**REQUIRED ACTION**
Scan the material below for the word "street", then copy every line in which it appears.

**RECORDS TO PROCESS**
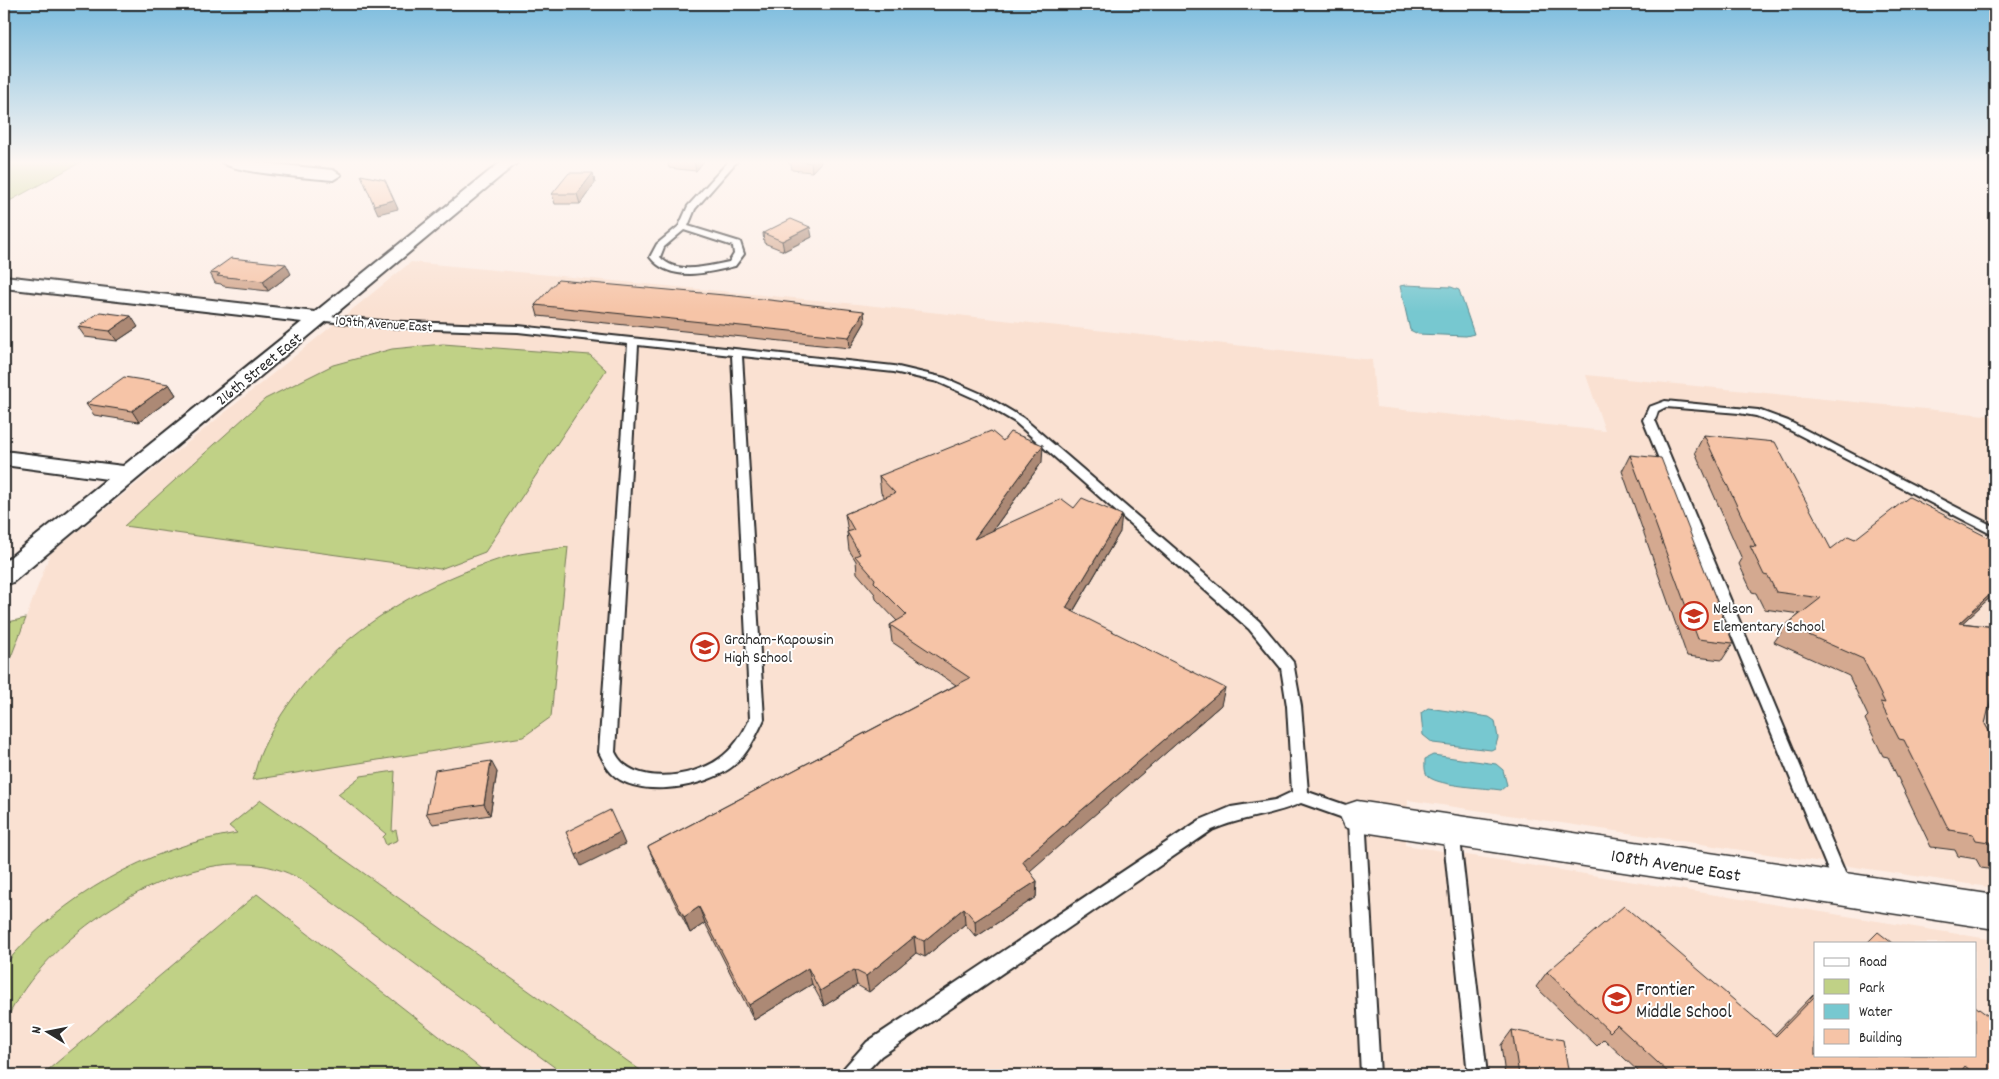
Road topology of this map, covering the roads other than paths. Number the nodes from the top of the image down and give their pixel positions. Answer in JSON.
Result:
{"nodes":[{"id":1,"x":449,"y":211,"type":"edge"},
{"id":2,"x":690,"y":211,"type":"edge"},
{"id":3,"x":683,"y":228,"type":"junction"},
{"id":4,"x":4,"y":282,"type":"edge"},
{"id":5,"x":319,"y":318,"type":"junction"},
{"id":6,"x":633,"y":341,"type":"junction"},
{"id":7,"x":737,"y":352,"type":"junction"},
{"id":8,"x":4,"y":458,"type":"edge"},
{"id":9,"x":129,"y":474,"type":"junction"},
{"id":10,"x":1995,"y":532,"type":"edge"},
{"id":11,"x":4,"y":576,"type":"edge"},
{"id":12,"x":1300,"y":796,"type":"junction"},
{"id":13,"x":1357,"y":816,"type":"junction"},
{"id":14,"x":1451,"y":830,"type":"junction"},
{"id":15,"x":1844,"y":889,"type":"junction"},
{"id":16,"x":1993,"y":917,"type":"edge"},
{"id":17,"x":851,"y":1075,"type":"edge"},
{"id":18,"x":1371,"y":1075,"type":"edge"},
{"id":19,"x":1478,"y":1075,"type":"edge"}],
"edges":[{"from":1,"to":5,"type":"street","name":"216th Street East"},
{"from":2,"to":3,"type":"lane"},
{"from":3,"to":3,"type":"lane"},
{"from":4,"to":5,"type":"street","name":"109th Avenue East"},
{"from":5,"to":6,"type":"lane","name":"109th Avenue East"},
{"from":5,"to":9,"type":"street","name":"216th Street East"},
{"from":6,"to":7,"type":"lane","name":"109th Avenue East"},
{"from":6,"to":7,"type":"lane"},
{"from":7,"to":12,"type":"lane","name":"109th Avenue East"},
{"from":8,"to":9,"type":"street"},
{"from":9,"to":11,"type":"street","name":"216th Street East"},
{"from":10,"to":15,"type":"lane"},
{"from":12,"to":13,"type":"lane"},
{"from":12,"to":17,"type":"lane"},
{"from":13,"to":14,"type":"street","name":"108th Avenue East"},
{"from":13,"to":18,"type":"lane"},
{"from":14,"to":15,"type":"street","name":"108th Avenue East"},
{"from":14,"to":19,"type":"lane"},
{"from":15,"to":16,"type":"street","name":"108th Avenue East"}]}
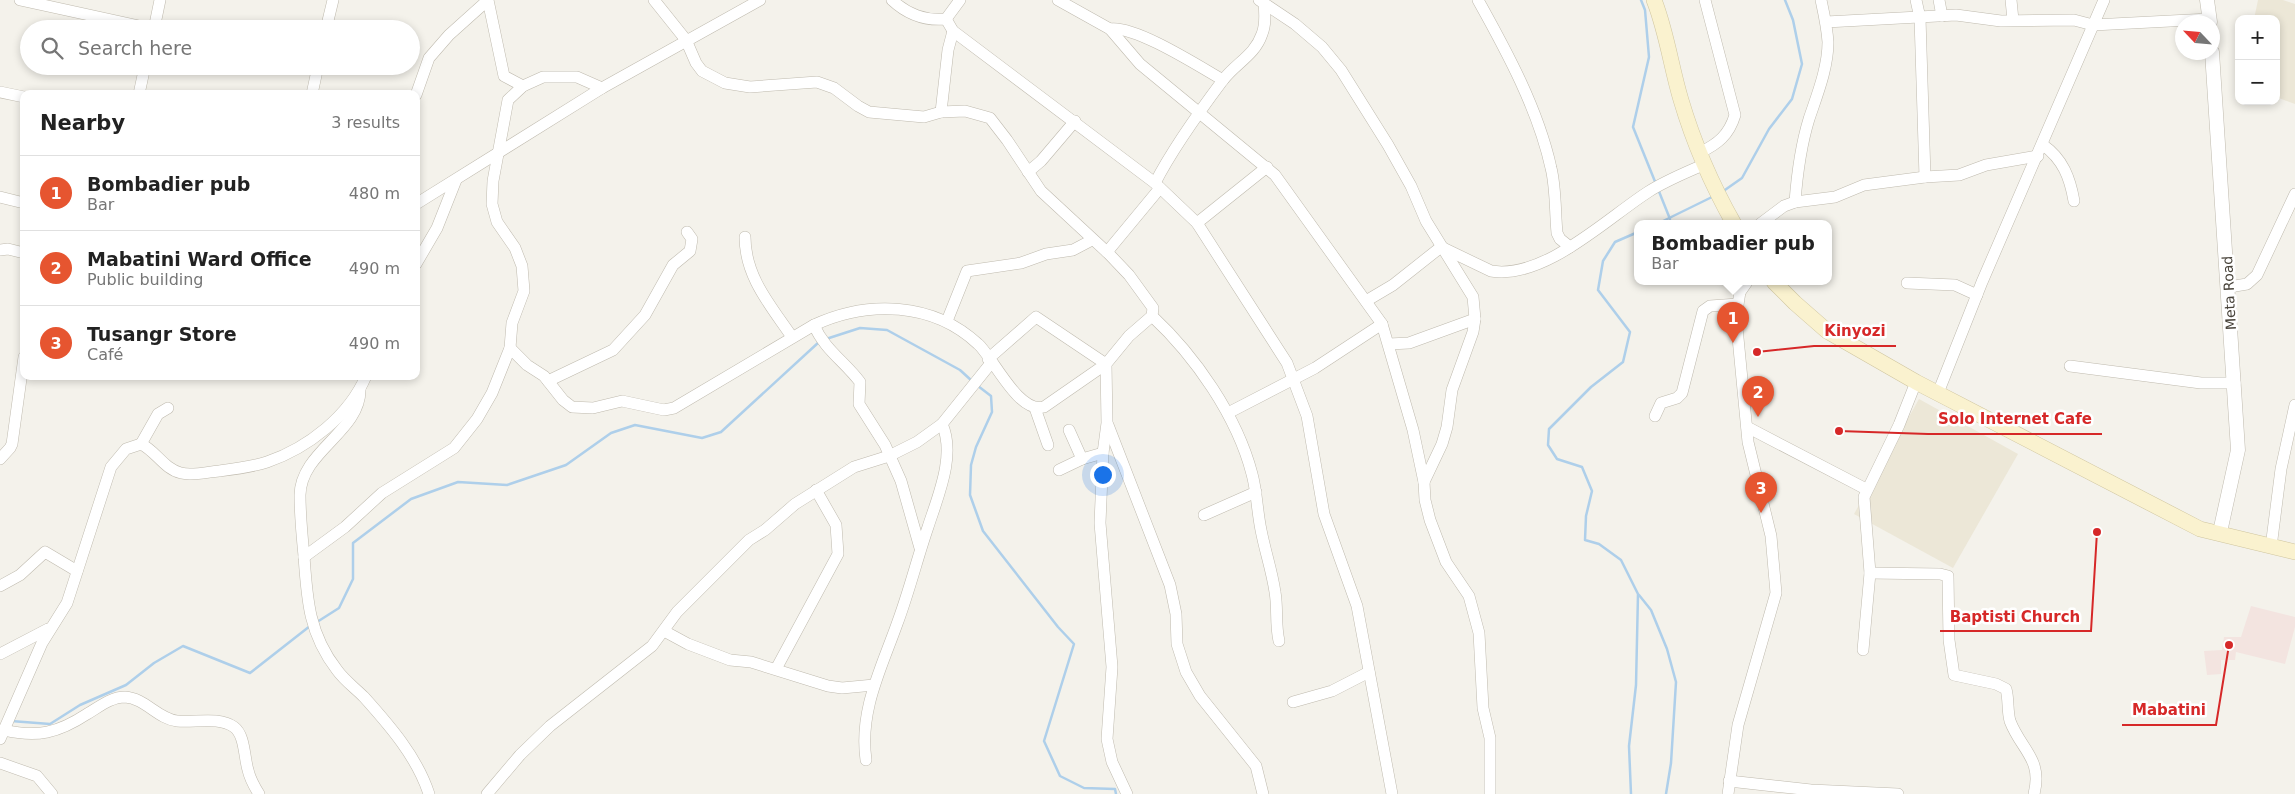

**ANSWER FOR THIS EXERCISE**
"edges":[{"from":1,"to":5,"type":"street","name":"216th Street East"},
{"from":4,"to":5,"type":"street","name":"109th Avenue East"},
{"from":5,"to":9,"type":"street","name":"216th Street East"},
{"from":8,"to":9,"type":"street"},
{"from":9,"to":11,"type":"street","name":"216th Street East"},
{"from":13,"to":14,"type":"street","name":"108th Avenue East"},
{"from":14,"to":15,"type":"street","name":"108th Avenue East"},
{"from":15,"to":16,"type":"street","name":"108th Avenue East"}]}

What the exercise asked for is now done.